Information provided —
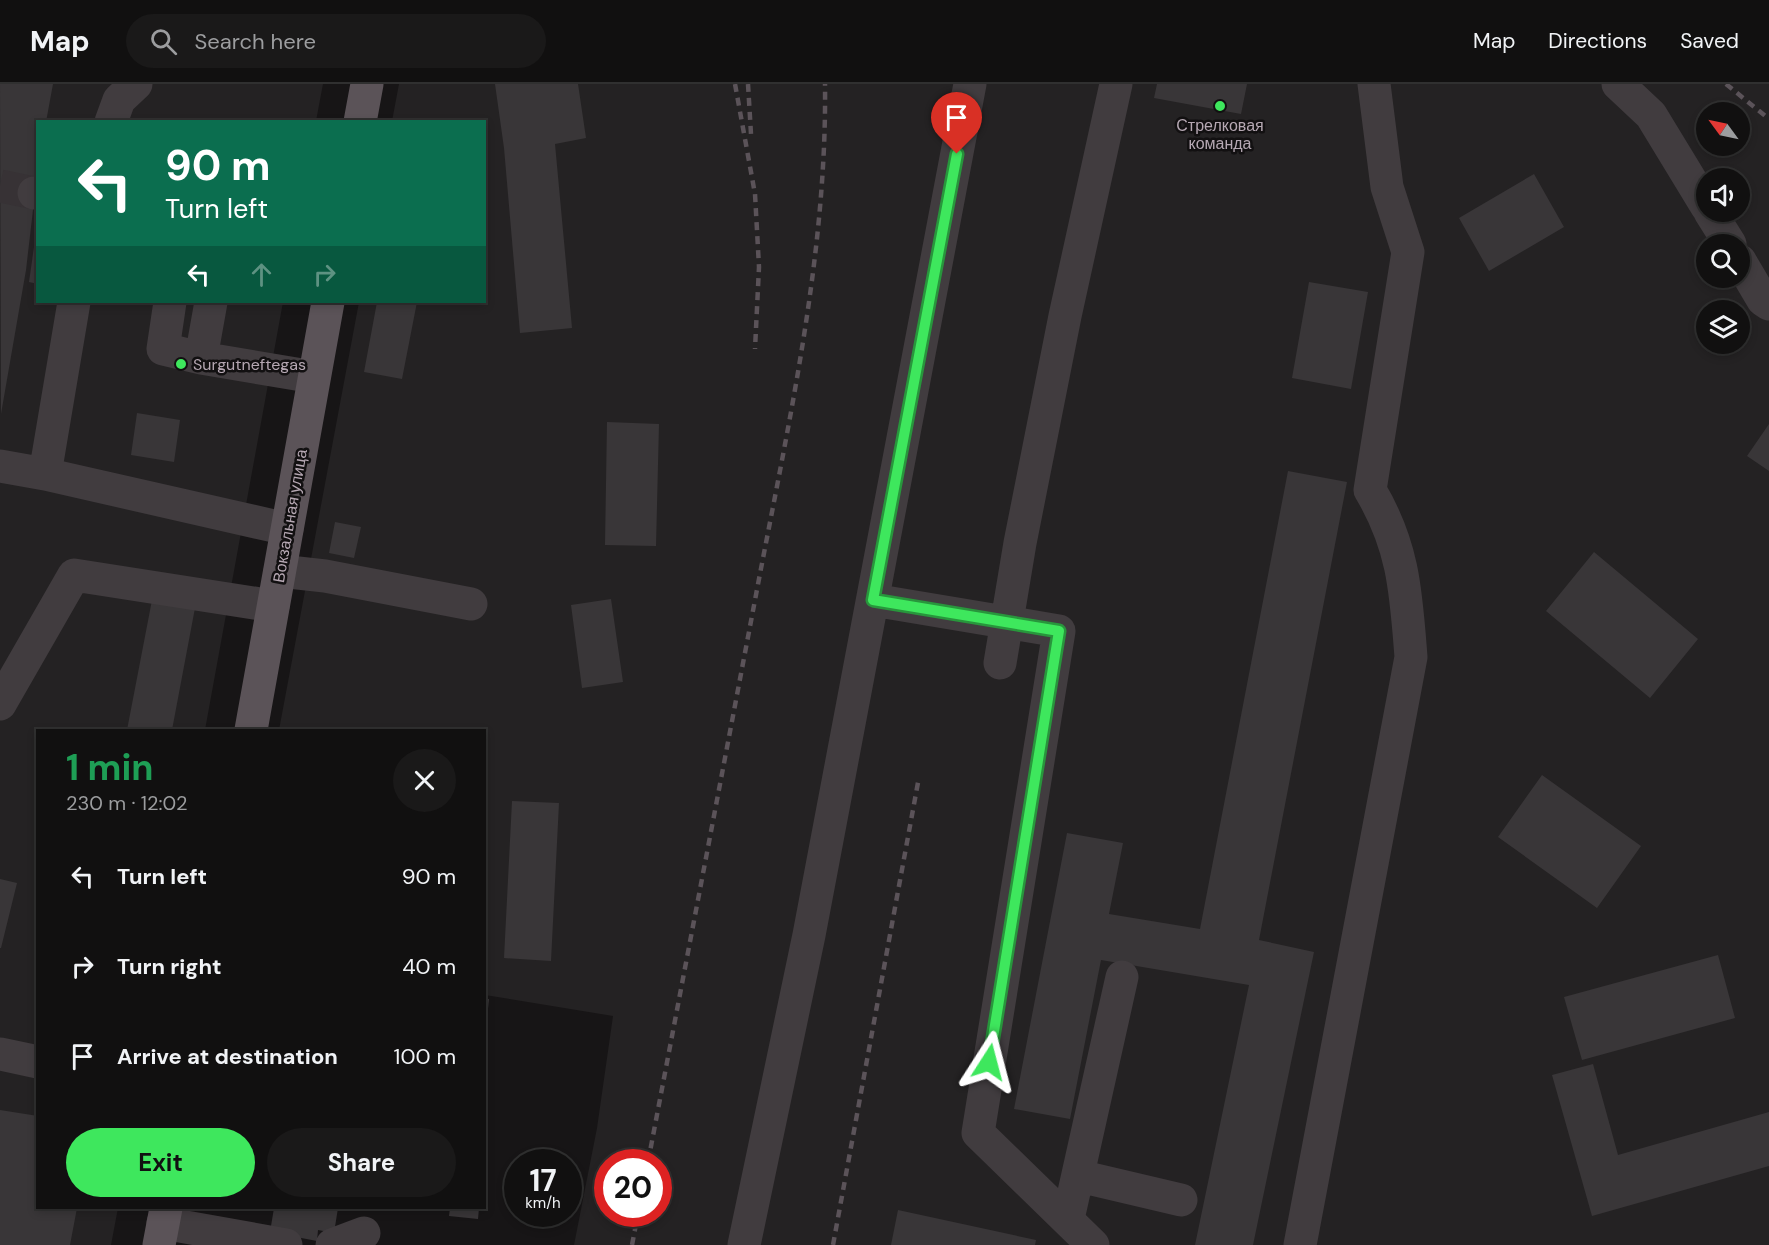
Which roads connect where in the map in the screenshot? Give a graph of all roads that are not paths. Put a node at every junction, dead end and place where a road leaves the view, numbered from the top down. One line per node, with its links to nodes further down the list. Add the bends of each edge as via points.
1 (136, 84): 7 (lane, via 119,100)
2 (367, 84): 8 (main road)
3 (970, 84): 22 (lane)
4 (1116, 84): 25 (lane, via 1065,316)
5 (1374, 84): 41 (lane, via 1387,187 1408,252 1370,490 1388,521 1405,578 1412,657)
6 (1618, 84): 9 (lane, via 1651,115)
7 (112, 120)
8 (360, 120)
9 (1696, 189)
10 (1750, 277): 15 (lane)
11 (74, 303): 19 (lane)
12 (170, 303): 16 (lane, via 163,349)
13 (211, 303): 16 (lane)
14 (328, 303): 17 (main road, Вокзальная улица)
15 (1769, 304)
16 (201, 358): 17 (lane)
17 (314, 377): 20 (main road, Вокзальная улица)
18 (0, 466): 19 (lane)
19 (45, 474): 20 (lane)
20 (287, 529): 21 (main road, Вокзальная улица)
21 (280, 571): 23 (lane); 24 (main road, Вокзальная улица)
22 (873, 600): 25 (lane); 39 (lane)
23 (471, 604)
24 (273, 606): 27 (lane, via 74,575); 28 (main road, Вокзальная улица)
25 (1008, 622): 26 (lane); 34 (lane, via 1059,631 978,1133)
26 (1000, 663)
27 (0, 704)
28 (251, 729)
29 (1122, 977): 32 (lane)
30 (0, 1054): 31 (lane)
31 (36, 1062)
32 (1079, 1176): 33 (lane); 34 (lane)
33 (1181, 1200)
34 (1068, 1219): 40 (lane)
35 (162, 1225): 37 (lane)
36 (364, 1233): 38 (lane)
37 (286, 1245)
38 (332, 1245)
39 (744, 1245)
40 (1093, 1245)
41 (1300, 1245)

What you should do — Line by line, write out the data above exactly, without the pictures.

Your solution —
Which roads connect where in the map in the screenshot? Give a graph of all roads that are not paths. Put a node at every junction, dead end and place where a road leaves the view, numbered from the top down. One line per node, with its links to nodes further down the list. Add the bends of each edge as via points.
1 (136, 84): 7 (lane, via 119,100)
2 (367, 84): 8 (main road)
3 (970, 84): 22 (lane)
4 (1116, 84): 25 (lane, via 1065,316)
5 (1374, 84): 41 (lane, via 1387,187 1408,252 1370,490 1388,521 1405,578 1412,657)
6 (1618, 84): 9 (lane, via 1651,115)
7 (112, 120)
8 (360, 120)
9 (1696, 189)
10 (1750, 277): 15 (lane)
11 (74, 303): 19 (lane)
12 (170, 303): 16 (lane, via 163,349)
13 (211, 303): 16 (lane)
14 (328, 303): 17 (main road, Вокзальная улица)
15 (1769, 304)
16 (201, 358): 17 (lane)
17 (314, 377): 20 (main road, Вокзальная улица)
18 (0, 466): 19 (lane)
19 (45, 474): 20 (lane)
20 (287, 529): 21 (main road, Вокзальная улица)
21 (280, 571): 23 (lane); 24 (main road, Вокзальная улица)
22 (873, 600): 25 (lane); 39 (lane)
23 (471, 604)
24 (273, 606): 27 (lane, via 74,575); 28 (main road, Вокзальная улица)
25 (1008, 622): 26 (lane); 34 (lane, via 1059,631 978,1133)
26 (1000, 663)
27 (0, 704)
28 (251, 729)
29 (1122, 977): 32 (lane)
30 (0, 1054): 31 (lane)
31 (36, 1062)
32 (1079, 1176): 33 (lane); 34 (lane)
33 (1181, 1200)
34 (1068, 1219): 40 (lane)
35 (162, 1225): 37 (lane)
36 (364, 1233): 38 (lane)
37 (286, 1245)
38 (332, 1245)
39 (744, 1245)
40 (1093, 1245)
41 (1300, 1245)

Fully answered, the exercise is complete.